Grande Entrevista à actriz Diana Nicolau


“É importante ser persistente, nunca deixar de evoluir e procurar mais formação” 

 

Onde nasceu e cresceu, como descobriu a sua vocação?
Nasci em Lisboa, no entanto quando tinha 4 anos o meu pai aceitou um emprego em Alcobaça e mudámo-nos para lá.
Foi a melhor coisa que nos poderia ter acontecido. Crescer em Alcobaça proporcionou-me liberdade e uma capacidade de socializar e criar laços que seriam impossíveis numa cidade grande ou descaracterizada. 

Nem consigo imaginar o que teria sido se tivesse continuado na cidade onde vivia, periferia e dormitório de Lisboa. Perdoem-me os habitantes do Cacém. Provavelmente não seguiria teatro, seria qualquer outra coisa, não imagino o quê. Mas o meio molda-nos muito. 

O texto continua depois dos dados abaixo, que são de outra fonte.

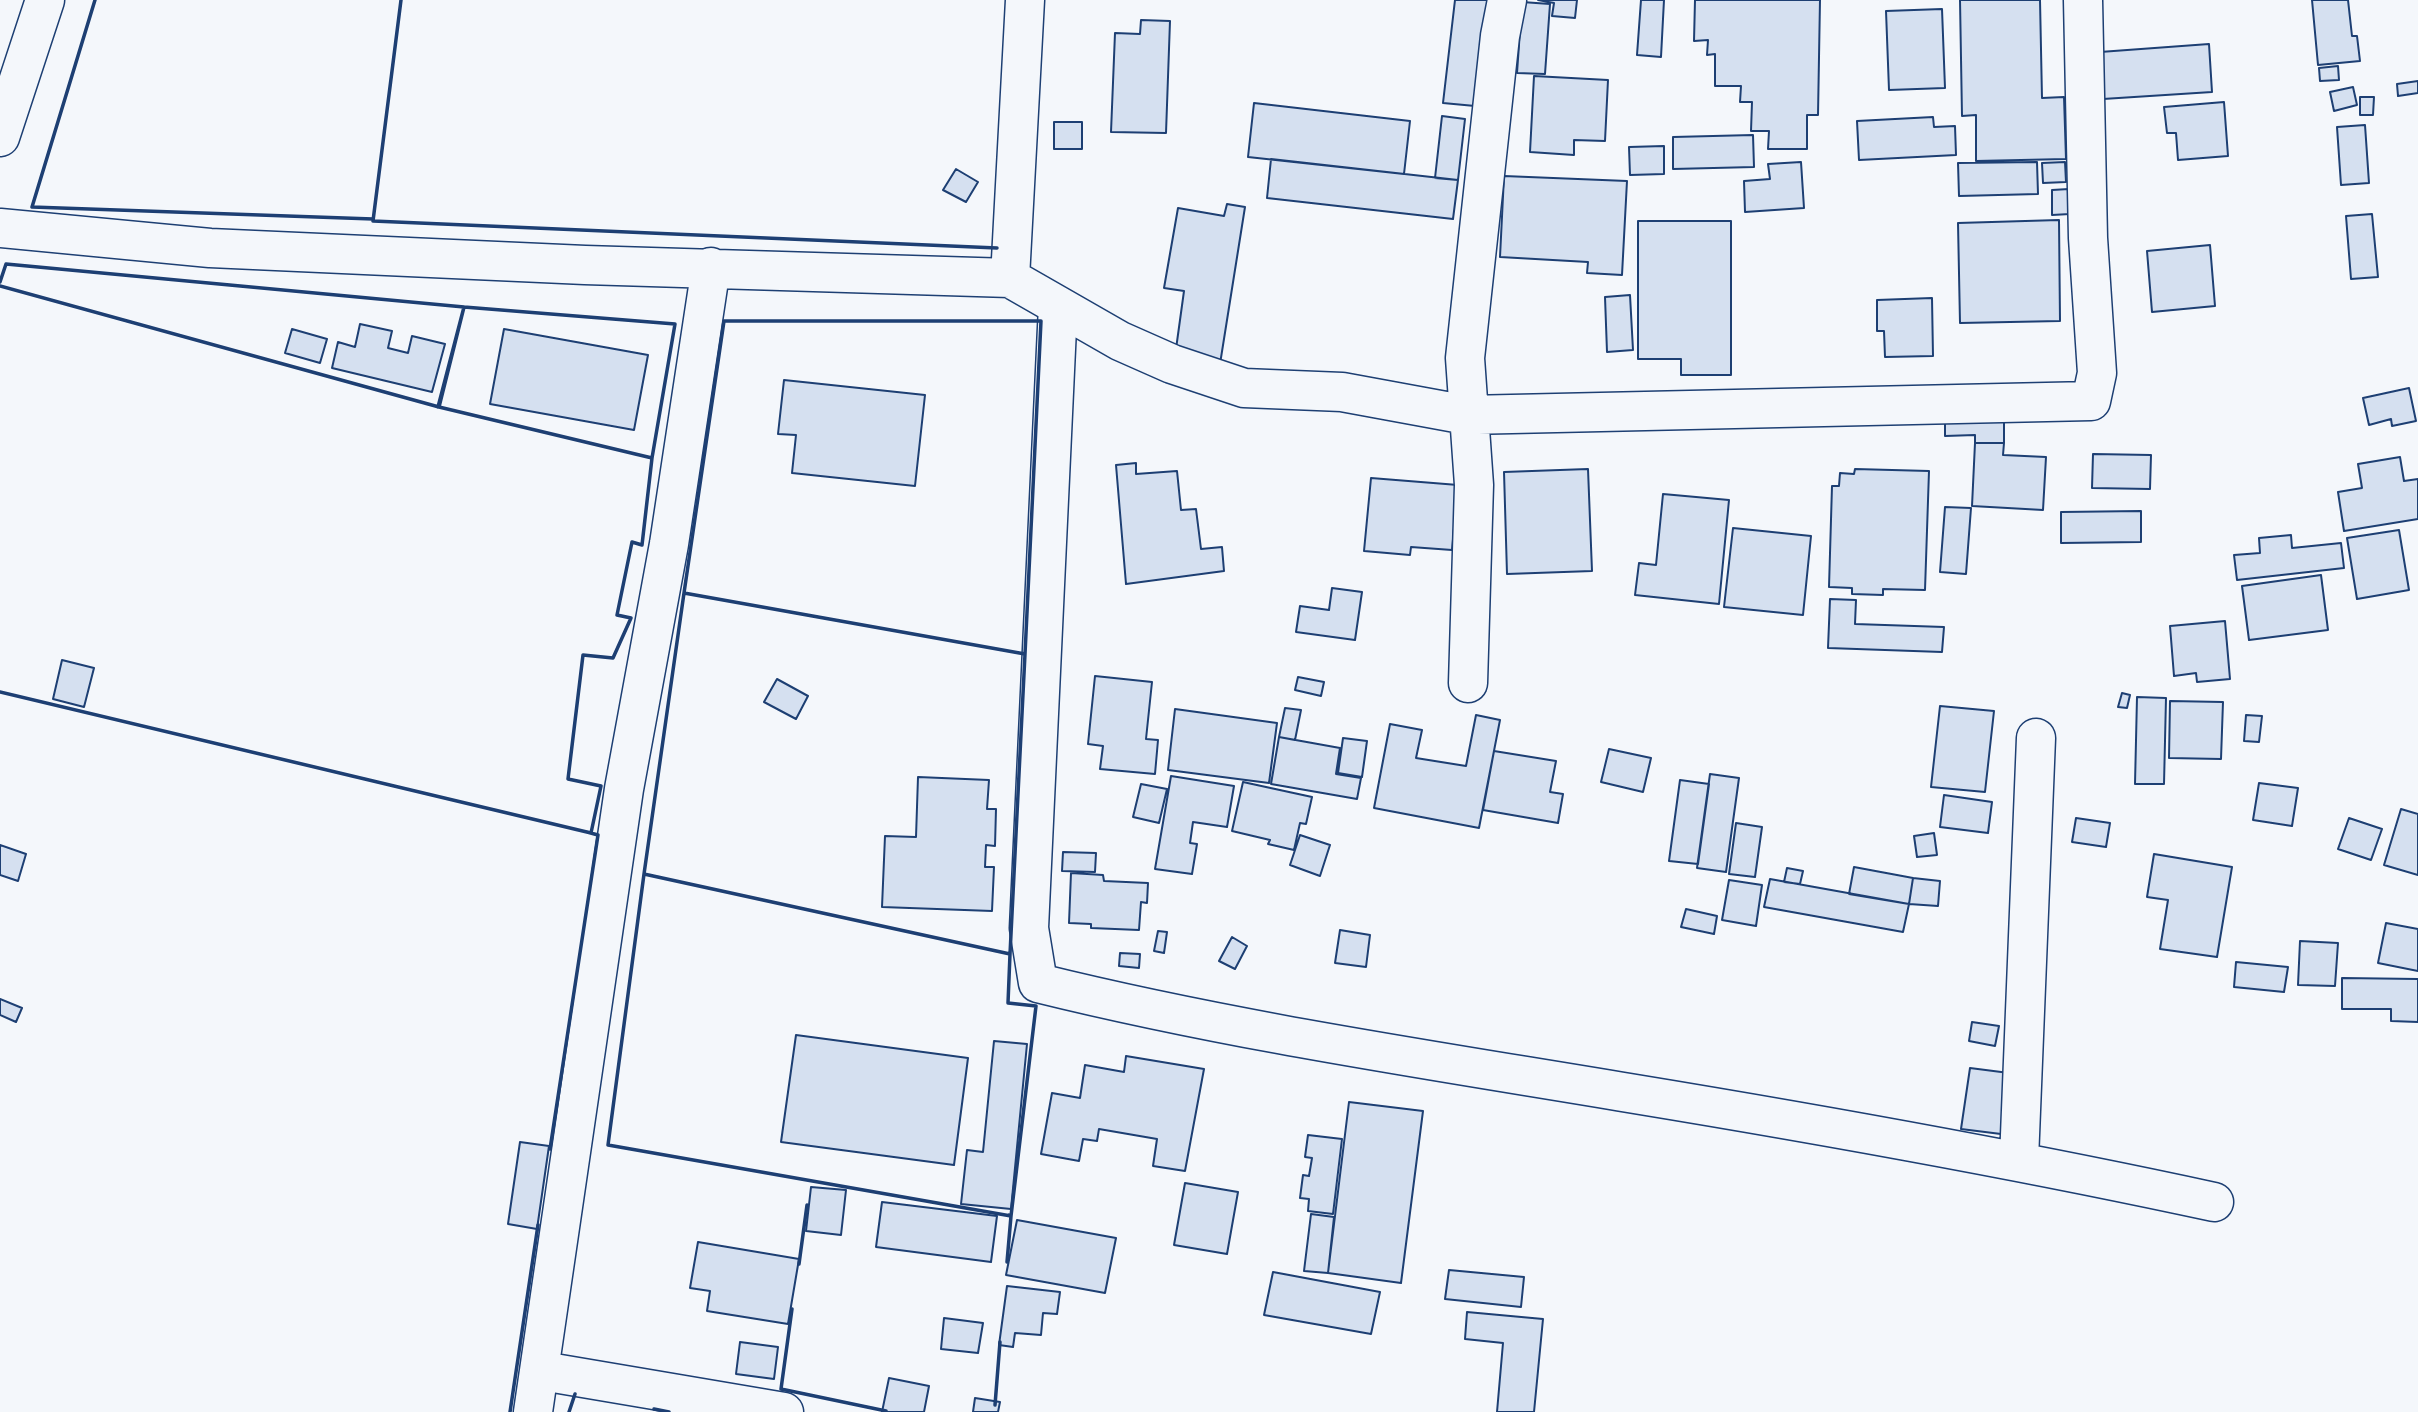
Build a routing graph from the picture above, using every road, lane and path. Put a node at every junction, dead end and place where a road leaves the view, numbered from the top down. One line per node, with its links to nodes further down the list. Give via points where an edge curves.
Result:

Desde pequena que soube que não queria fazer mais nada além do que já fazia todos os dias: brincar e organizar brincadeiras. Representar é isso, mas com técnica e disciplina.

 

Como encararam os seus pais o seu interesse pela representação?
Desde os meus 15 anos que sabia que queria estudar teatro. Sempre estive envolvida nos grupos de teatro, rádio e jornal da escola. Comunicar fosse de que forma fosse era o que mais gostava de fazer. Não tinha queda nenhuma para disciplinas de ciência, matemática incluída. Quando fiz os testes psicotécnicos no final do 9.° ano, na Escola Frei Estevão Martins em Alcobaça, a psicóloga mostrou-me um panfleto da Escola Profissional de Teatro de Cascais (EPTC) e aconselhou-me a pensar no assunto. Eu não pensei duas vezes. Era ali que queria ir estudar. Aos 16 anos, fiz as audições, entrei e mudei-me para Cascais. Os meus pais foram os meus maiores apoiantes e desde o início que me proporcionaram essa possibilidade, com alguns sacrifícios. Sou-lhes muito grata por isso. Foi a melhor decisão da minha vida e devo-lhes. Não é qualquer mãe ou pai que permite que uma filha saia de casa tão cedo para ir viver noutra cidade sozinha. Eles souberam confiar em mim e talvez por isso eu sempre senti a responsabilidade de não os desiludir, garantindo que se orgulhavam de mim, pelo que eu fazia e por quem eu era e me tornava.

 

Em que projectos profissionais esteve envolvida?
Quando terminei a EPTC, aos 19 mudei-me para Lisboa, fiz uns workshops de formação complementar e depois de alguns castings consegui o meu primeiro trabalho em televisão, na telenovela “Ilha dos Amores”. Felizmente que desde essa altura que não me têm faltado projectos e não tenho parado. Fiz tudo para diversificar e não depender de uma área apenas. Faço teatro, televisão, cinema, dobragens e locuções de publicidade. 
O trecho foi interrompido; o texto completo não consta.